11 奈央と店長 4
和泉さんの言葉通り、ルーチェはいつもと何も変わらなかった。
店長も、和泉さんも。
当たり前に仕事をして、当たり前に言葉を交わす。
「大人はやっぱりすごいな」と思う半面、やはり私は彼らと同じ歩調では歩けないのだと突きつけられる。
私には、痛みを隠して笑っているのはやっぱり無理だ。
***
「雪降ってきましたね」
なんだか外が暗くなってきたな。
土曜のランチ営業を終え、しばしのアイドルタイム。
遅めの昼食を終えて店内から外を見ると、しんしんと雪が降っていた。
既に歩道もうっすらと白くなってきている。
「はぁー……しゃーない、佐々木くん。雪かき」
「うっす」
店長と佐々木さんの男性組が溜息をつきつつ、それぞれスコップを持って店の外へと出ていく。
降り方にあまり勢いはないけれど、すぐに止みそうな様子もない。
帰る頃には積もってるかもな、とほんの少し憂鬱になった。
***
「うわ、真っ白」
店の外に出て思わず呟く。
店長と佐々木さんの努力も虚しく、夜には舗装が見えないほどの雪が積もっていた。
既に降り止んではいたけれど、この地域でこれだけの大雪は珍しい。あまりの降雪量にオーナー直々に「危ないから。早く閉めて帰ること!」とお達しが出たほどだ。
さすがに客足もほとんどなく、普段は22時LOのルーチェも、今日は20時LO、21時閉店の早仕舞いだった。
「伊藤さん、駅まで行くなら一緒させて」
「今日は車じゃないんですか?」
「いやー、さすがに今日は置いてくわ」
苦笑しながら、店長は私の隣に並ぶ。
雪の日の運転怖いしねー、と何気なく呟く店長。
雪道を、この人と並んで歩くという事実に、心臓がぎゅっと掴まれたような気分だった。
「そういえば、伊藤さんも冬嫌いなんだっけ」
「あ……そうですね」
駅までの道のりの、15分程度の雑談。通行人に踏まれて解けた雪が、歩く度に靴を濡らす。
寒いし、と有り体なことをいうと店長はおかしそうに笑った。
「じゃあ夏は?」
「暑いから嫌いです」
「ははっ、素直で面白いな」
何のツボにハマったのか、目尻に浮かぶ涙を拭ってさえいた。
見上げる私が不服そうなのが伝わったのか、尚目元をこすりながら、「ごめんごめん」と軽く謝られる。
「ちょっと、言うことが昔の彼女に似ててさ」
「……。」
「――この間の金曜、命日だったんだよね」
「え……」
「地元帰って墓参り行って感傷に浸ったせいか、ちょっと懐かしくて」
ごめんね、と苦笑しながら店長はふと遠くへ視線を向けた。誰かを探すような、そんな雰囲気で。
「……代わりを探してるわけじゃないはずなのに、どうしても無意識に重ねる癖がついててさ。
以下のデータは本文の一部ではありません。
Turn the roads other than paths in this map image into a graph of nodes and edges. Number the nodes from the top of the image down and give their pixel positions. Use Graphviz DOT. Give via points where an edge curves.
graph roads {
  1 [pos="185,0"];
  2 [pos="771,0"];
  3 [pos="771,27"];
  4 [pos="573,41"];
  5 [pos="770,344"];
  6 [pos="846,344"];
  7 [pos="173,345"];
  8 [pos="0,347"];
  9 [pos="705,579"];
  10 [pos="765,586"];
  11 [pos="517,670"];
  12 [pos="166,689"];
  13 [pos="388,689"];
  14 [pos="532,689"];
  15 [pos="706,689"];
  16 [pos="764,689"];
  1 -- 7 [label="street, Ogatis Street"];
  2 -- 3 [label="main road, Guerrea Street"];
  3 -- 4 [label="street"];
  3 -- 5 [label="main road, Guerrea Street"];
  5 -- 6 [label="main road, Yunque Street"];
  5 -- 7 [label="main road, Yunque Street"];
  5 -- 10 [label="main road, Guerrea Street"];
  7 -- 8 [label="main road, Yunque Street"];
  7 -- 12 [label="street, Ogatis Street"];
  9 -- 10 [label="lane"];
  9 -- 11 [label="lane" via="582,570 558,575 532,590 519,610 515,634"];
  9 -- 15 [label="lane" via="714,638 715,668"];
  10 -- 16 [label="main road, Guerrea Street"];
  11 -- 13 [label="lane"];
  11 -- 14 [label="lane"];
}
ここは似てるとか、彼女はそんなこと言わないとか…。彼女にも、相手の女の子にも申し訳なくて、恋愛とか止めたんだ」
いるはずないのにね、おんなじ子なんて。
自嘲するように言って、何も知らない店長は私に向かって笑う。
なんて返せばいいのか、私には分からなかった。
***
駅について、一緒に改札を抜ける。
「じゃあ、またバイト先で」と店長は隣のホームへと続く階段を降りていく。
「……っ…」
その後ろ姿に――ここで別れたら、だめだと思った。
神様お願い、の続き。
「たいちゃんは、まだ連れて行っちゃいやだ」
あの願いはきっと、伝えなきゃだめだ。
そうじゃなきゃこの人はずっと、紗枝さんと一緒に、死んだみたいに生きていく。
「店長!」
ホームの階段を降りていく彼の背中を慌てて呼び止める。
雪の影響で、電車の遅延を知らせる放送が、ホームに響き渡っていた。
「三上、紗枝さんのこと」
ゆっくりと、店長の足が止まる。
こちらを振り返る。
そこにいるのは、これまでの軽くて余裕のある、大人の店長ではなかった。
紗枝さんに「たいちゃん」と呼ばれて笑っていたあの人が、戸惑ったような、驚いたような顔をしてそこにいた。
「どうしても、聞いてほしいことがあります」
今の店長に、私はどんなふうに見えてるんだろう。